Oder redest Du von einem Steam-Support für PCs mit Win XP ?


----------



## Batze (14. Januar 2019)

Herbboy schrieb:


> Wie meinst Du das? Wenn ein Game jetzt unter Win 10 läuft, dann wird Steam das doch nicht "rauspatchen" …? ^^  Du meinst wohl eher, dass Steam keine neuen "alten" Games mehr ins Sortiment aufnimmt oder einige ältere Games nicht mehr zum NEUKAUF anbietet - oder wovon redest Du?
> 
> Oder redest Du von einem Steam-Support für PCs mit Win XP ?

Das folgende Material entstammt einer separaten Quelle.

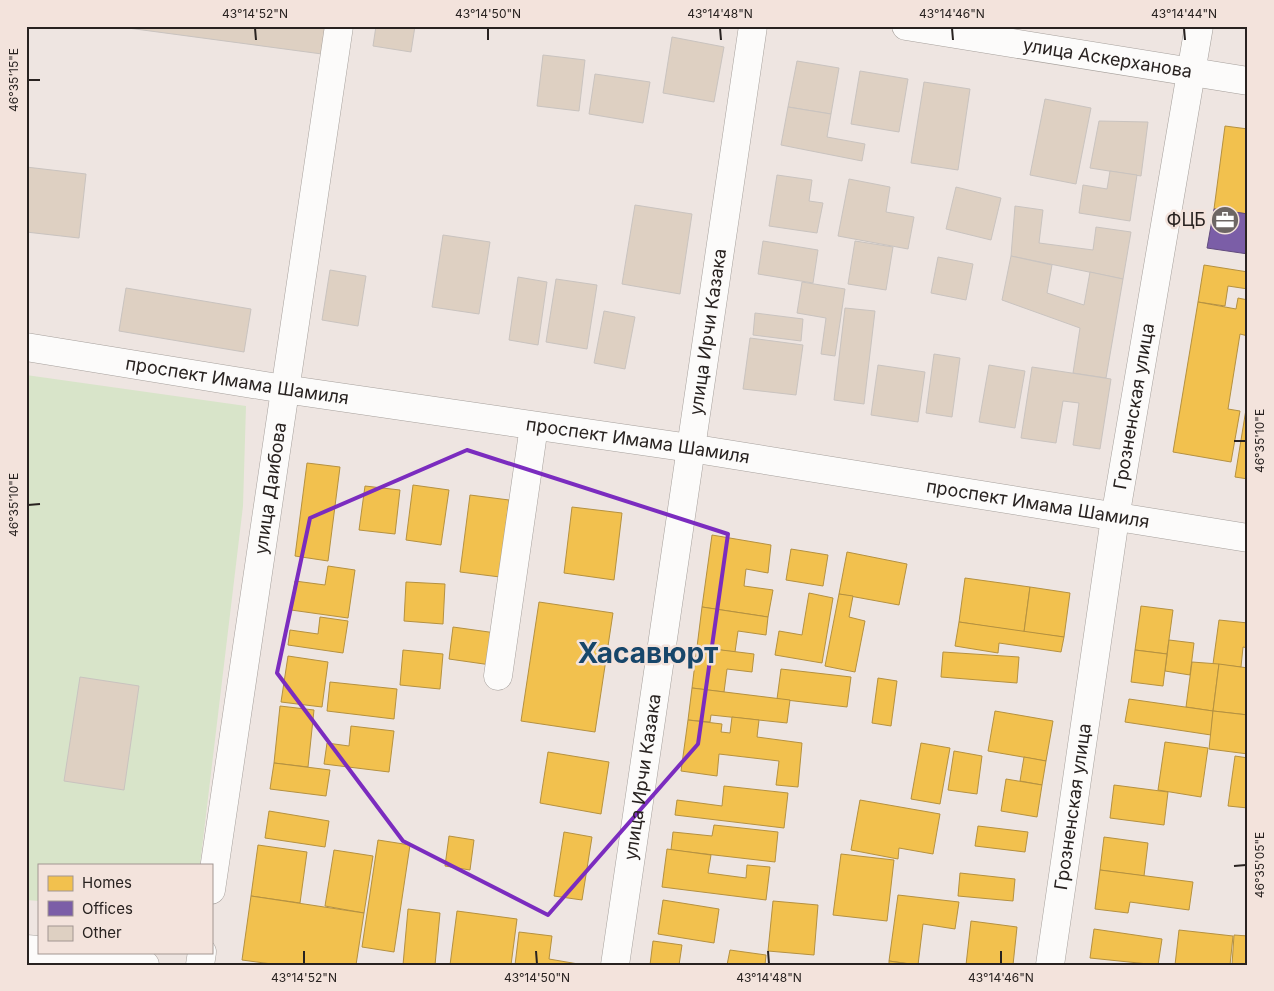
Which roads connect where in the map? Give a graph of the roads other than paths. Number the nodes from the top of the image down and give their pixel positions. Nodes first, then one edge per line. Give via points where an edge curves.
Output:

Es  geht nur um die Games die man mal vor Jahren gekauft hat, nicht um das was jetzt ist.
Stell dir vor, ich bin User der alten Games, setz mein XP neu auf, will auf Steam gehen um meine alten tollen Games zu ziehen um die zu spielen, und es geht nicht mehr.
Pech gehabt.
Selbst meine alten CD/DvDs funktionieren nicht mehr, weil Steam gebunden. Was mach ich nun wenn ich meine schönen älteren Games spielen will?
Ich weiß, Pech gehabt, weil es eben Steam gibt, oder doch den Crack ziehen, ach ne, ist ja illegal! Was sagt das Gesetzt dazu?
Das ist Steam und DRM, nichts anderes ist dieser Scheiß. Wer jetzt noch so etwas wie Steam verteidigt hat wirklich nicht mehr alle Gamer Tassen im Stübchen.
In 5-10 Jahren könnt ihr all eure Win 7 Games abschreiben, und dann geht es immer weiter. Enteignet, aber ist euch ja alles egal, Hauptsache Steam geht es gut.
Das was jetzt ist habe ich vor Jahren schon gesagt, ist jetzt das erste mal eingetroffen und so wird es weiter gehen. Mal nachdenken. Eure Schöne Schein Bibliothek bei Steam ist nichts wert, rein gar nichts, ihr werdet irgendwann nichts mehr haben von den tollen doch älteren Spielen.
Aber kann euch ja egal sein, Hauptsache weiterhin Steam und diesem Mist DRM weiterhin huldigen.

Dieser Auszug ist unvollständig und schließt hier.